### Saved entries
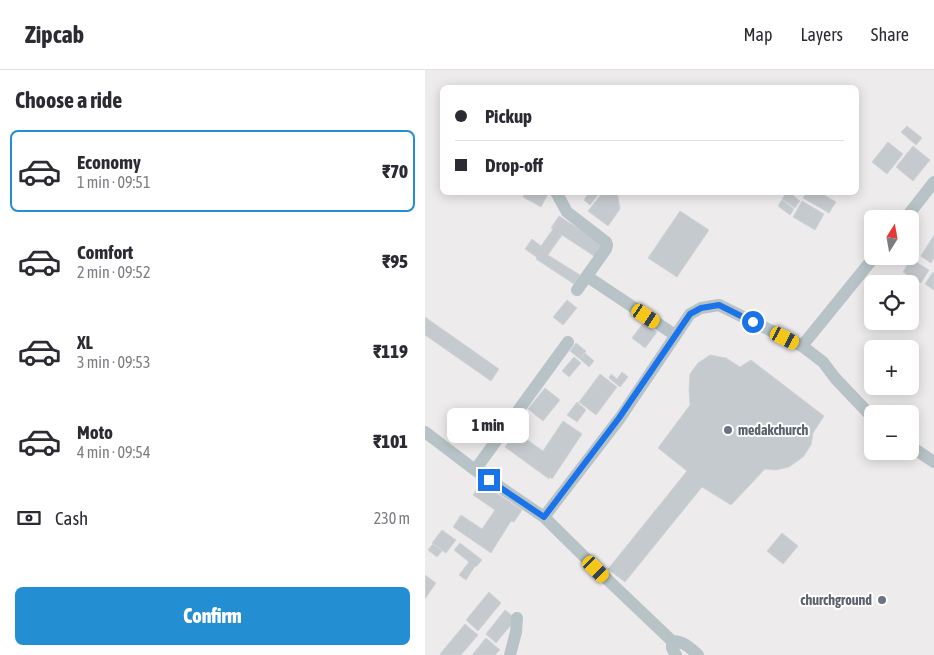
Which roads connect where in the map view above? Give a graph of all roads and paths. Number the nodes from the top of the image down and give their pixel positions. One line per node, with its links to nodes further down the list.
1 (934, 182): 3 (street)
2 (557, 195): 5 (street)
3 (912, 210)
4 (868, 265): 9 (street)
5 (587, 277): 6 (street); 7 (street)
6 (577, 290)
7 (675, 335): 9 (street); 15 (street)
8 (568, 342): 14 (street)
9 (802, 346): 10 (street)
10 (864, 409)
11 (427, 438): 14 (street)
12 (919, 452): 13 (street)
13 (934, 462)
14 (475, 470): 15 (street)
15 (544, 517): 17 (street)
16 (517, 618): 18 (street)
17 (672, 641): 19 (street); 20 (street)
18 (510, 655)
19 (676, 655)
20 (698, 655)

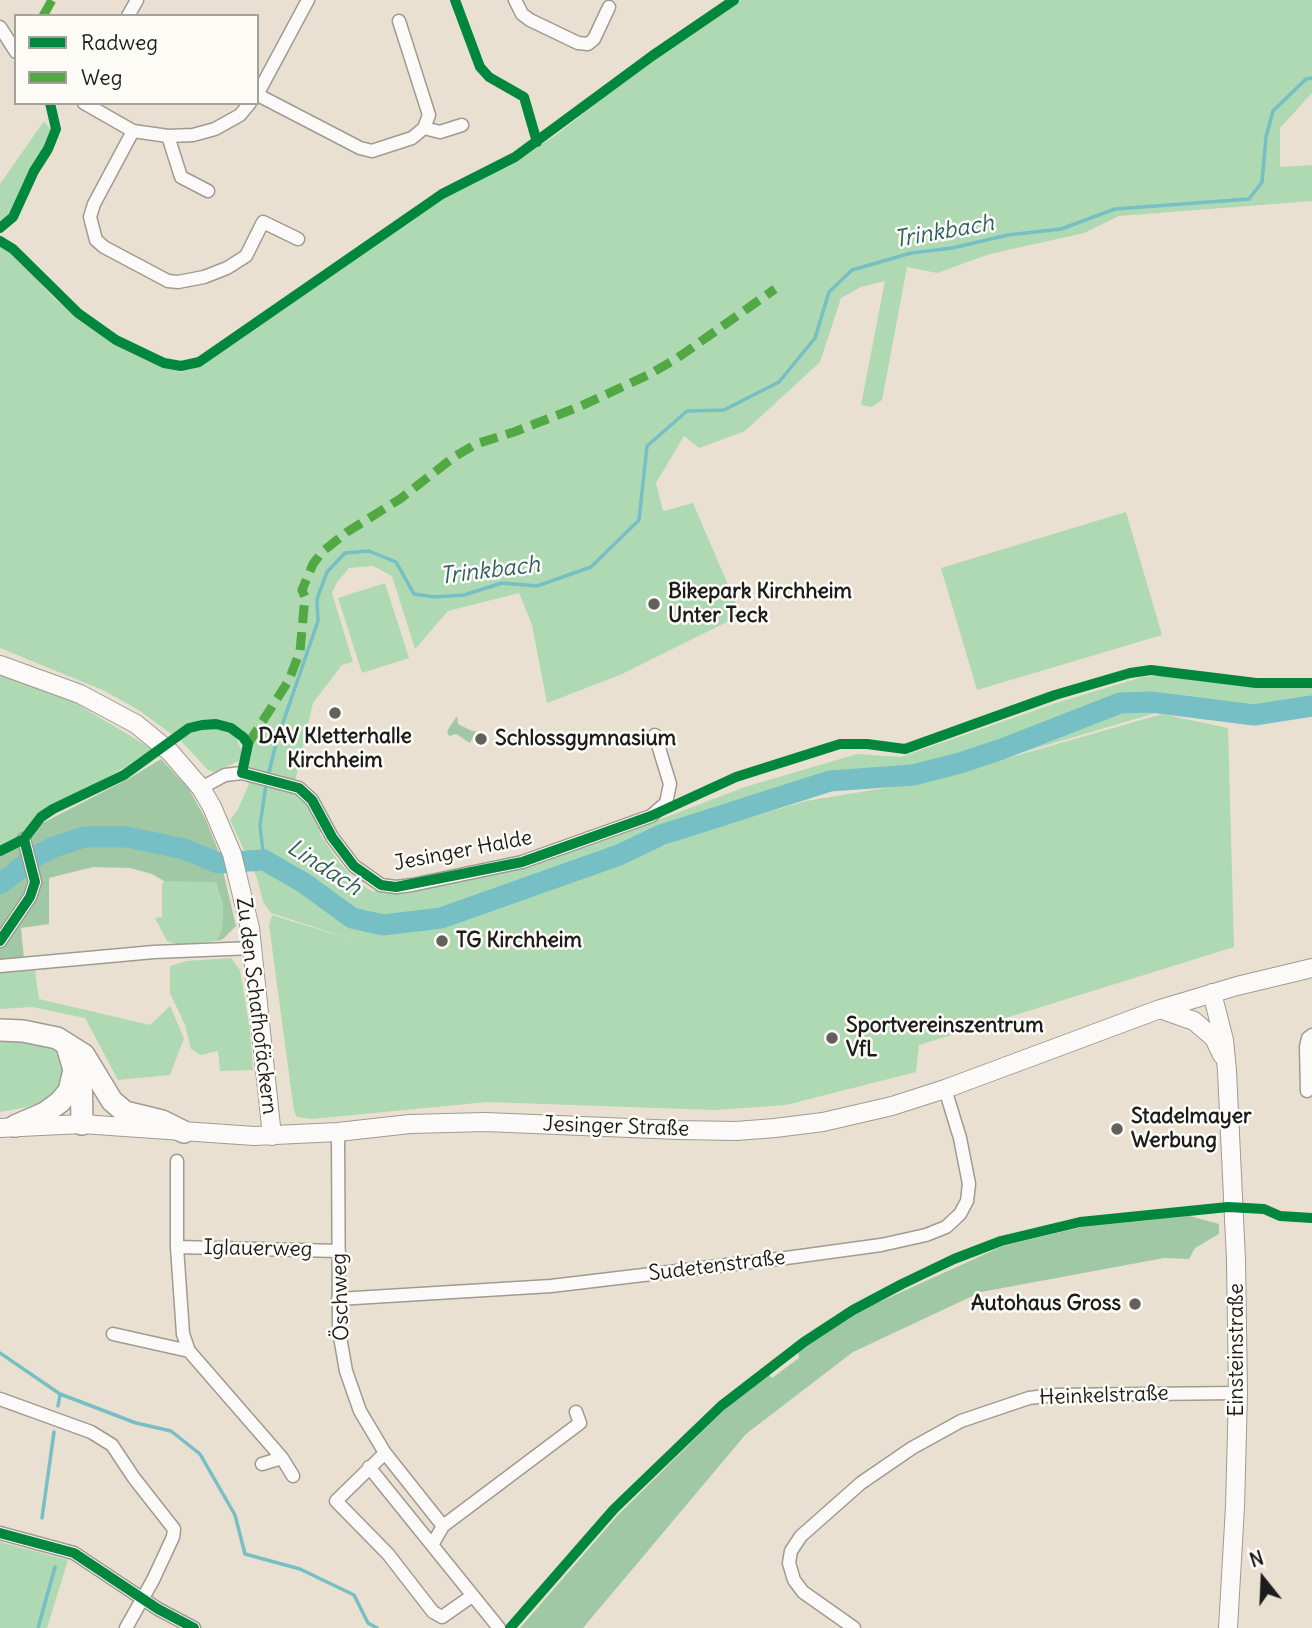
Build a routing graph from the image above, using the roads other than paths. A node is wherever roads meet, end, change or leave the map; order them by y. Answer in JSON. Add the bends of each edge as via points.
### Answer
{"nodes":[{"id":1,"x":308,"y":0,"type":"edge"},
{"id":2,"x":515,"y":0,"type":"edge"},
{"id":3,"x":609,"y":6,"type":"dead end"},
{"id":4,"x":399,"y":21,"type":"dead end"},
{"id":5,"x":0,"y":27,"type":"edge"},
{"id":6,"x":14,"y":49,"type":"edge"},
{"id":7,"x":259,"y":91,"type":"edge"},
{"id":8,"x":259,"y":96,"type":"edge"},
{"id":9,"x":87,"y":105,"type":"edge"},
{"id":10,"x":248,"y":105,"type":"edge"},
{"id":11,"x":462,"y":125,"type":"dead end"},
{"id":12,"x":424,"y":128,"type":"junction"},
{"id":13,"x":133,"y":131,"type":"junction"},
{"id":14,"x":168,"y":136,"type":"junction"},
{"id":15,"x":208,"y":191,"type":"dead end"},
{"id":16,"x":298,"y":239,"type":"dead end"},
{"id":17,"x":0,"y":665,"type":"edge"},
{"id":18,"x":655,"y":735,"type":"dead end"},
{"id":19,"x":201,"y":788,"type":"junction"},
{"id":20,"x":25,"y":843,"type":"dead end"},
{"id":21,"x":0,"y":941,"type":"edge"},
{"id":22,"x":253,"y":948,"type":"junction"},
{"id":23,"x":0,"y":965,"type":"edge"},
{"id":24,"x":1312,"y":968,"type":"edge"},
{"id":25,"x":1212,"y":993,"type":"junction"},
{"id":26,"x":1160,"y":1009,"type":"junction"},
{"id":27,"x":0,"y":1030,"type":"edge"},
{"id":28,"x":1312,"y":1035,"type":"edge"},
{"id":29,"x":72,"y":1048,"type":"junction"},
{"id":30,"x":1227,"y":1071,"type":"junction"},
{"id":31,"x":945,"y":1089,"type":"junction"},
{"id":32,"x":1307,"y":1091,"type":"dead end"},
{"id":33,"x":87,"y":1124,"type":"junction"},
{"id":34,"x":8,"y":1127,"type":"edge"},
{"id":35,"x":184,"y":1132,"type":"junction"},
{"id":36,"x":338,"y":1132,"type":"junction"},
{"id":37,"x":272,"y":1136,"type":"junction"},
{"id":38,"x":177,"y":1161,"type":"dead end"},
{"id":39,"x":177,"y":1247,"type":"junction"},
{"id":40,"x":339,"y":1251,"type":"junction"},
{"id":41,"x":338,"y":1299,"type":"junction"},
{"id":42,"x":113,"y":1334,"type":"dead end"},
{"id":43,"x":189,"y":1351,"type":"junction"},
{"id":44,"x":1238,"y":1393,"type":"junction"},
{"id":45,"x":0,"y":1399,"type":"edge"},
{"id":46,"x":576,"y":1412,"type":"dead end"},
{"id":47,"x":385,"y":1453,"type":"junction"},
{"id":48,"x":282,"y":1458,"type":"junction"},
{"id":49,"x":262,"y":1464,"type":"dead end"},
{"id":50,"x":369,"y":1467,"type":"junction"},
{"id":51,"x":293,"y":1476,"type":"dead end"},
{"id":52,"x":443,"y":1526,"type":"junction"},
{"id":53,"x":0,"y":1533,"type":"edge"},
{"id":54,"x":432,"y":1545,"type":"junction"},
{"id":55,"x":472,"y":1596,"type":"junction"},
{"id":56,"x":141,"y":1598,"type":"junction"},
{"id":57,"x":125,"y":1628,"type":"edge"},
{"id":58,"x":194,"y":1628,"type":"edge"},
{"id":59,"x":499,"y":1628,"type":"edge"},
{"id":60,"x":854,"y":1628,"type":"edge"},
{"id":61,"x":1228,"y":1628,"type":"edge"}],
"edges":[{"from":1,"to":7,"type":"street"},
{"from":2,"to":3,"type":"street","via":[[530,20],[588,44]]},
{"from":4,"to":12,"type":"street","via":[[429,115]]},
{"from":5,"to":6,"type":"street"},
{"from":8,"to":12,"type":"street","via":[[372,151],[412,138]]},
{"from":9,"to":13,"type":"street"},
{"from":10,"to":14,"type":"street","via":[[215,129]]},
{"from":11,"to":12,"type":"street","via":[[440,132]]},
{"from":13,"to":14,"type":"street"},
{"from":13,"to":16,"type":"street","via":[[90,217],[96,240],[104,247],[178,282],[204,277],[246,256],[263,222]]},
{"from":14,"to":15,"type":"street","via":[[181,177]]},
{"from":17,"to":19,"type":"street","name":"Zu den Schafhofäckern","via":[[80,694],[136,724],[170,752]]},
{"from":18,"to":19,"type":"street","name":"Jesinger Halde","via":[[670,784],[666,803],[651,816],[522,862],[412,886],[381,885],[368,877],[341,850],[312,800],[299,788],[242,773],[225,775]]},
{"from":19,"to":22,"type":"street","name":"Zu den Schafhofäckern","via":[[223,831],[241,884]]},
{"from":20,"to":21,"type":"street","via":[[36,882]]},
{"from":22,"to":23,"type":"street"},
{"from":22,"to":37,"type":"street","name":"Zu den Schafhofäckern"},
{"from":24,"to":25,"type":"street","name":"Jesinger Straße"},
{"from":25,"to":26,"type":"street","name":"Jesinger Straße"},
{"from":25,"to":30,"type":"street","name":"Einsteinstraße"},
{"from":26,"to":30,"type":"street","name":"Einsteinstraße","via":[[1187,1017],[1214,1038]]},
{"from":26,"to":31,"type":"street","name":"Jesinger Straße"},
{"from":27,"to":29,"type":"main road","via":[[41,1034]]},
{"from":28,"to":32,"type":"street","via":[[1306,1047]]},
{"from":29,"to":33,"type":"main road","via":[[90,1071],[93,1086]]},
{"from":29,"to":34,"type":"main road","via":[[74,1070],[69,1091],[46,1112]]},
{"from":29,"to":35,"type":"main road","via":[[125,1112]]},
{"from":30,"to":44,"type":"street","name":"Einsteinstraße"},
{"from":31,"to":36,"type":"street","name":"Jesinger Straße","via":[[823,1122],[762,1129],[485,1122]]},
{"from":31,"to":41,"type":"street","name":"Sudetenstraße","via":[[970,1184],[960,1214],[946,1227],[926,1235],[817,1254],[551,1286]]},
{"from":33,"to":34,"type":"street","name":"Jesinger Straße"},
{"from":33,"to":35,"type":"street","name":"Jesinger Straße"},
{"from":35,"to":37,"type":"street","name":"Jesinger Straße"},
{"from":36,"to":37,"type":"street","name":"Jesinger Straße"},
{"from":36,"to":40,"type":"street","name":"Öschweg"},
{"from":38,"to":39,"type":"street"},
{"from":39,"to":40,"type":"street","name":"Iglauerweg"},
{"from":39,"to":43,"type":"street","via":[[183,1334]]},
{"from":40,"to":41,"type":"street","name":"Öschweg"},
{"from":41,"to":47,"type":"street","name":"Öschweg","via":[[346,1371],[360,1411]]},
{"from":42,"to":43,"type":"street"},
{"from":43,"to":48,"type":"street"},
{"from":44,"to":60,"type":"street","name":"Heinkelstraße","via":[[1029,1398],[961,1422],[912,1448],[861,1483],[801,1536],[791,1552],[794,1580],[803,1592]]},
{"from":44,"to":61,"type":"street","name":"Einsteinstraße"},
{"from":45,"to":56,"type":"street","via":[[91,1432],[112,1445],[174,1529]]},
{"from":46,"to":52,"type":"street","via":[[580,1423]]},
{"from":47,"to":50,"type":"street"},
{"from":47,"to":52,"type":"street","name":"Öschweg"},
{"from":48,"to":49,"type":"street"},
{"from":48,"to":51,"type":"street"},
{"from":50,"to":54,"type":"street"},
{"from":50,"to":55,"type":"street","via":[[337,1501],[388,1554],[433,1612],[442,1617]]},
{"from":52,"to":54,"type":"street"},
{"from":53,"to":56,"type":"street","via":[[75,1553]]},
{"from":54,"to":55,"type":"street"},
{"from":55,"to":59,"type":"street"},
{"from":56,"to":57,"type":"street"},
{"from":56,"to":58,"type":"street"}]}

### Directions
Output, line for line and exactly, the records above from their first line through the one with "Build a routing", both ends included, but no pictures.

### Answer box
Which roads connect where in the map view above? Give a graph of all roads and paths. Number the nodes from the top of the image down and give their pixel positions. One line per node, with its links to nodes further down the list.
1 (934, 182): 3 (street)
2 (557, 195): 5 (street)
3 (912, 210)
4 (868, 265): 9 (street)
5 (587, 277): 6 (street); 7 (street)
6 (577, 290)
7 (675, 335): 9 (street); 15 (street)
8 (568, 342): 14 (street)
9 (802, 346): 10 (street)
10 (864, 409)
11 (427, 438): 14 (street)
12 (919, 452): 13 (street)
13 (934, 462)
14 (475, 470): 15 (street)
15 (544, 517): 17 (street)
16 (517, 618): 18 (street)
17 (672, 641): 19 (street); 20 (street)
18 (510, 655)
19 (676, 655)
20 (698, 655)

Build a routing graph from the image above, using the roads other than paths. A node is wherever roads meet, end, change or leave the map; order them by y. Answer in JSON. Add the bends of each edge as via points.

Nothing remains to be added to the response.